The limiting factor in this, of course, is that while it speaks to payback (which would be merited if Cantwell’s suspicions are correct) and some short-term relief in prices, it doesn’t address the overall problem. Gas prices of $4 and $5 and higher are coming, even absent corporate foul play; the only issue is when.

Cantwell is doing the hard-sell on all this; the News-Tribune wire headline is, “Cantwell vs. Big Oil: Photo ops or truth?” But then, the two are not necessarily mutally exclusive.

Mike McGavickHer Republican opponent, Mike McGavick, takes an opposing view, and has a harder case to make. Touring western Washington business groups last week, this was his comment on the petro situation:

“At a very basic level, in the short term, this is a simple supply and demand issue. While we are dependent on oil, we must increase supply, and we must do it domestically. In the past five years, our state has seen no progress at the pump. Investigating possible price gouging by the oil companies is definitely something that should be done, but it certainly isn’t a strategy for increasing supply or bringing down cost in the near future. Unfortunately, this very real issue continues to be treated as a political tool back East. Pointing fingers is not a strategy for solving this problem. Instead, our leaders in D.C. need to focus on making as much progress domestically as possible.”

There’s more than a measure of truth in this; ultimately, the one thing, gas prices are a matter of supply and demand, and they should be treated as something more serious than as this season’s trendy political football.

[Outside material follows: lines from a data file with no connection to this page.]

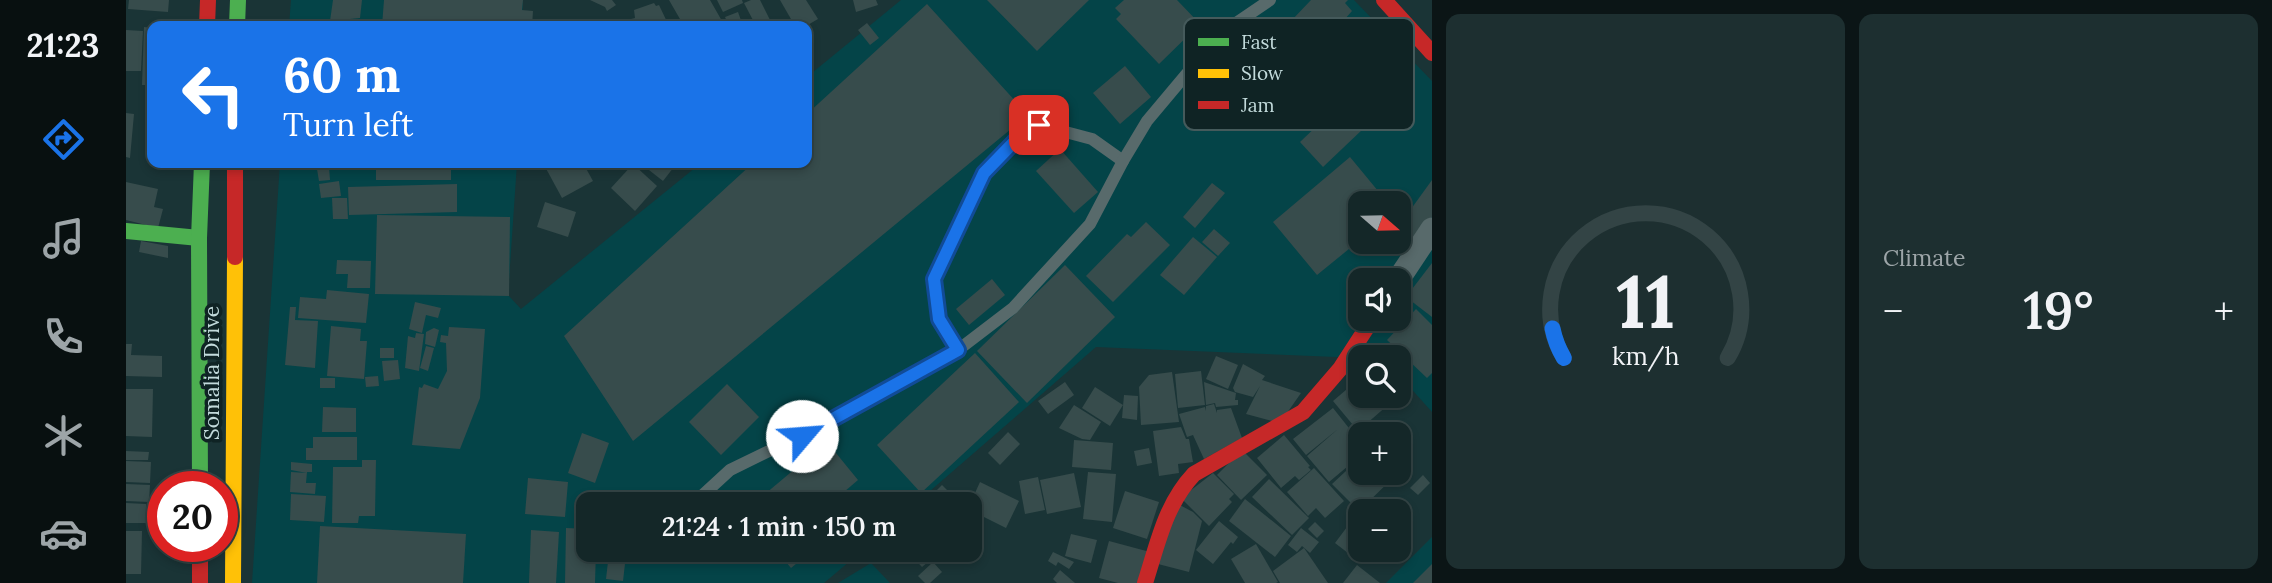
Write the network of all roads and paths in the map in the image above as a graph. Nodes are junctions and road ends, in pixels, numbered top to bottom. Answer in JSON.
{"nodes":[{"id":1,"x":208,"y":0,"type":"edge"},
{"id":2,"x":238,"y":0,"type":"edge"},
{"id":3,"x":1270,"y":0,"type":"edge"},
{"id":4,"x":1384,"y":0,"type":"edge"},
{"id":5,"x":1244,"y":18,"type":"edge"},
{"id":6,"x":1400,"y":18,"type":"edge"},
{"id":7,"x":207,"y":21,"type":"edge"},
{"id":8,"x":237,"y":21,"type":"edge"},
{"id":9,"x":1414,"y":33,"type":"edge"},
{"id":10,"x":1432,"y":53,"type":"edge"},
{"id":11,"x":1184,"y":77,"type":"edge"},
{"id":12,"x":1122,"y":161,"type":"junction"},
{"id":13,"x":202,"y":168,"type":"edge"},
{"id":14,"x":234,"y":168,"type":"edge"},
{"id":15,"x":1432,"y":229,"type":"edge"},
{"id":16,"x":126,"y":231,"type":"edge"},
{"id":17,"x":199,"y":238,"type":"junction"},
{"id":18,"x":1406,"y":268,"type":"edge"},
{"id":19,"x":216,"y":273,"type":"junction"},
{"id":20,"x":1365,"y":331,"type":"edge"},
{"id":21,"x":958,"y":350,"type":"junction"},
{"id":22,"x":201,"y":471,"type":"edge"},
{"id":23,"x":706,"y":492,"type":"edge"},
{"id":24,"x":200,"y":562,"type":"edge"},
{"id":25,"x":201,"y":583,"type":"edge"},
{"id":26,"x":233,"y":583,"type":"edge"},
{"id":27,"x":1145,"y":583,"type":"edge"}],
"edges":[{"from":1,"to":7,"type":"main road"},
{"from":2,"to":8,"type":"main road"},
{"from":3,"to":5,"type":"lane"},
{"from":4,"to":6,"type":"main road"},
{"from":9,"to":10,"type":"main road"},
{"from":11,"to":12,"type":"lane"},
{"from":12,"to":21,"type":"lane"},
{"from":12,"to":21,"type":"lane"},
{"from":13,"to":17,"type":"main road","name":"Somalia Drive"},
{"from":14,"to":19,"type":"main road","name":"Somalia Drive"},
{"from":15,"to":18,"type":"street"},
{"from":16,"to":17,"type":"main road"},
{"from":17,"to":19,"type":"main road","name":"Somalia Drive"},
{"from":19,"to":22,"type":"main road","name":"Somalia Drive"},
{"from":19,"to":26,"type":"main road","name":"Somalia Drive"},
{"from":20,"to":27,"type":"main road"},
{"from":21,"to":23,"type":"lane"},
{"from":24,"to":25,"type":"main road"}]}
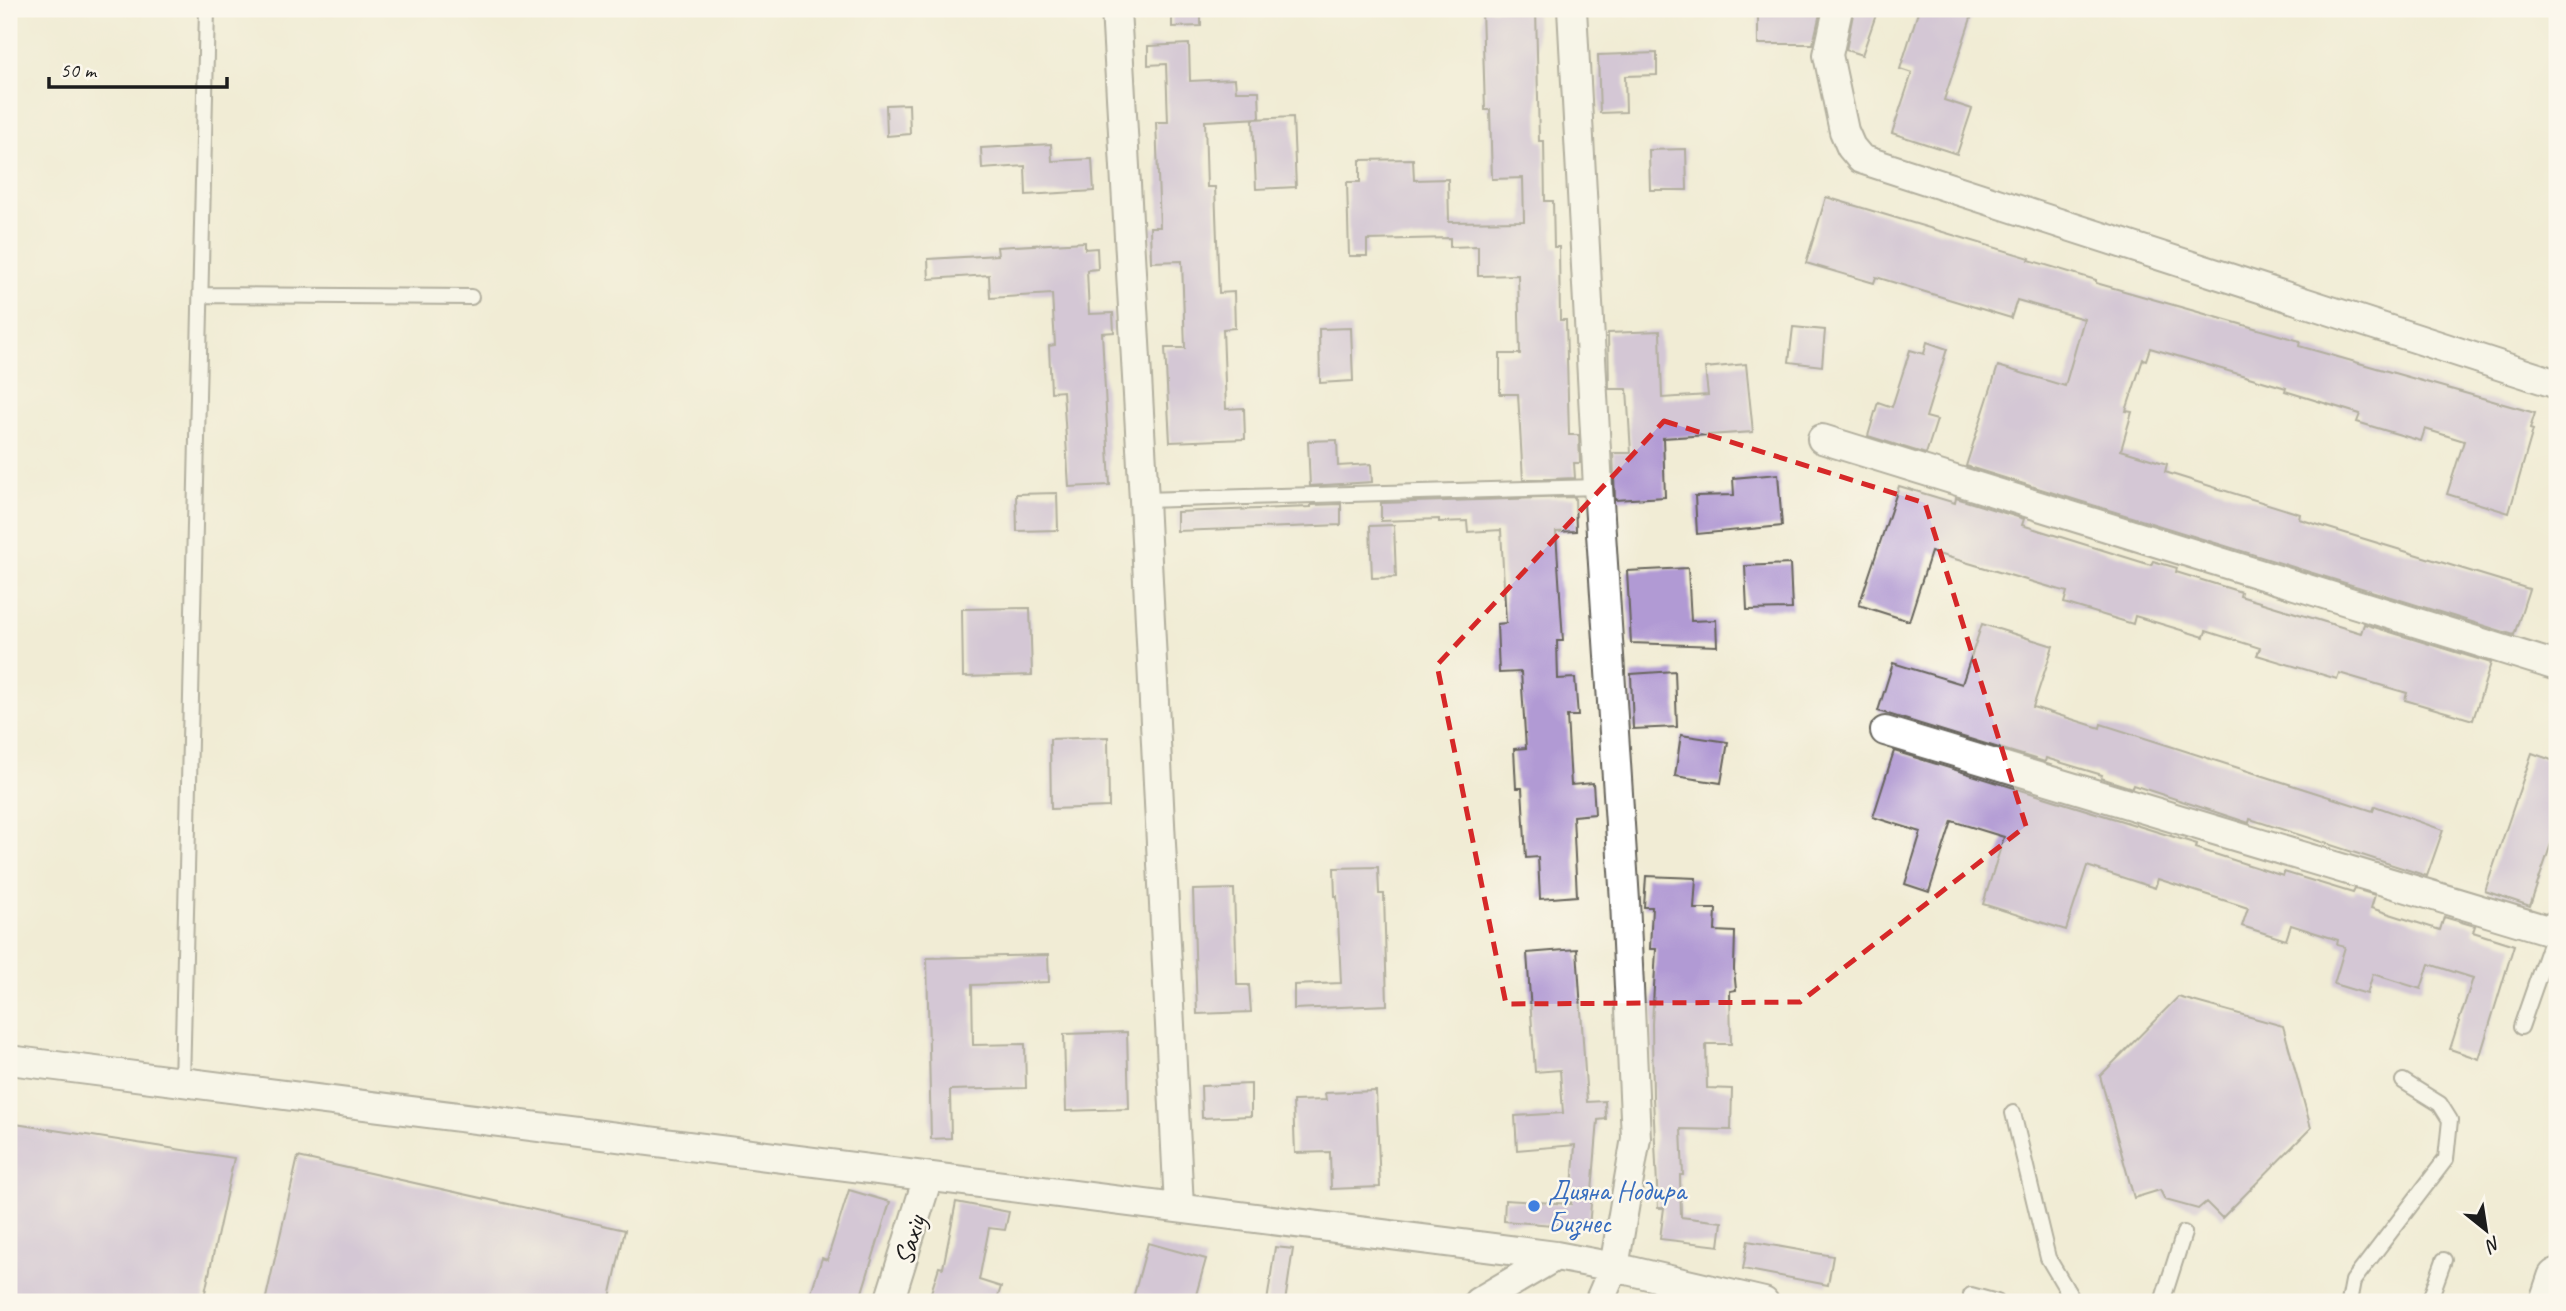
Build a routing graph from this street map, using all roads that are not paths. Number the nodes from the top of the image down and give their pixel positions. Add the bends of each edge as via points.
1 (207, 9) edge
2 (1116, 9) edge
3 (1572, 9) edge
4 (1838, 9) edge
5 (201, 295) junction
6 (471, 297) dead end
7 (2557, 384) edge
8 (1822, 439) dead end
9 (1598, 487) junction
10 (1144, 500) junction
11 (2557, 666) edge
12 (1885, 731) dead end
13 (2556, 928) edge
14 (2521, 1027) dead end
15 (9, 1060) edge
16 (2403, 1081) dead end
17 (182, 1084) junction
18 (2013, 1113) dead end
19 (928, 1177) junction
20 (1179, 1207) junction
21 (2183, 1233) dead end
22 (1556, 1256) junction
23 (2444, 1260) dead end
24 (1614, 1267) junction
25 (2557, 1278) edge
26 (1971, 1295) dead end
27 (889, 1302) edge
28 (1478, 1302) edge
29 (1599, 1302) edge
30 (1764, 1302) edge
31 (1997, 1302) edge
32 (2074, 1302) edge
33 (2162, 1302) edge
34 (2349, 1302) edge
35 (2429, 1302) edge
36 (2549, 1302) edge

1 - 5 lane
2 - 10 street
3 - 9 street
4 - 7 street via 1828,55 1844,131 1861,159
5 - 6 lane
5 - 17 lane
8 - 11 street
9 - 10 lane
9 - 24 street via 1636,1138
10 - 20 street
12 - 13 street
13 - 14 lane
15 - 17 street
16 - 34 lane via 2440,1104 2450,1120 2446,1159 2353,1282
17 - 19 street
18 - 32 lane via 2048,1258
19 - 20 street
19 - 27 street, Saxiy
20 - 22 street
21 - 33 lane
22 - 24 street
22 - 28 street
23 - 35 lane
24 - 29 street
24 - 30 street
25 - 36 highway
26 - 31 lane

But taken as a whole McGavick’s view suggests that we can produce our way out of the problem, that we can solve the problem if only we can drill for oil anywhere and everywhere. That’s a problem, because it’s a willful look away from the big delimiter – the ultimate end to our oil supply – which still is out there, and not so far away. Tearing up our public lands in a search for more oil won’t solve the problem in the short term (you need years to get a year substantial supply running from underground through the system and to the pump). But more than that, it won’t solve the problem in the long term either, only buy us two or three more years to feed our petro fix at hyper-prices. What good, really, is that?

But the campaign season is early. We can hope that our debate on oil, a subject that really deserves more thoughtfulness, will evolve as it progresses.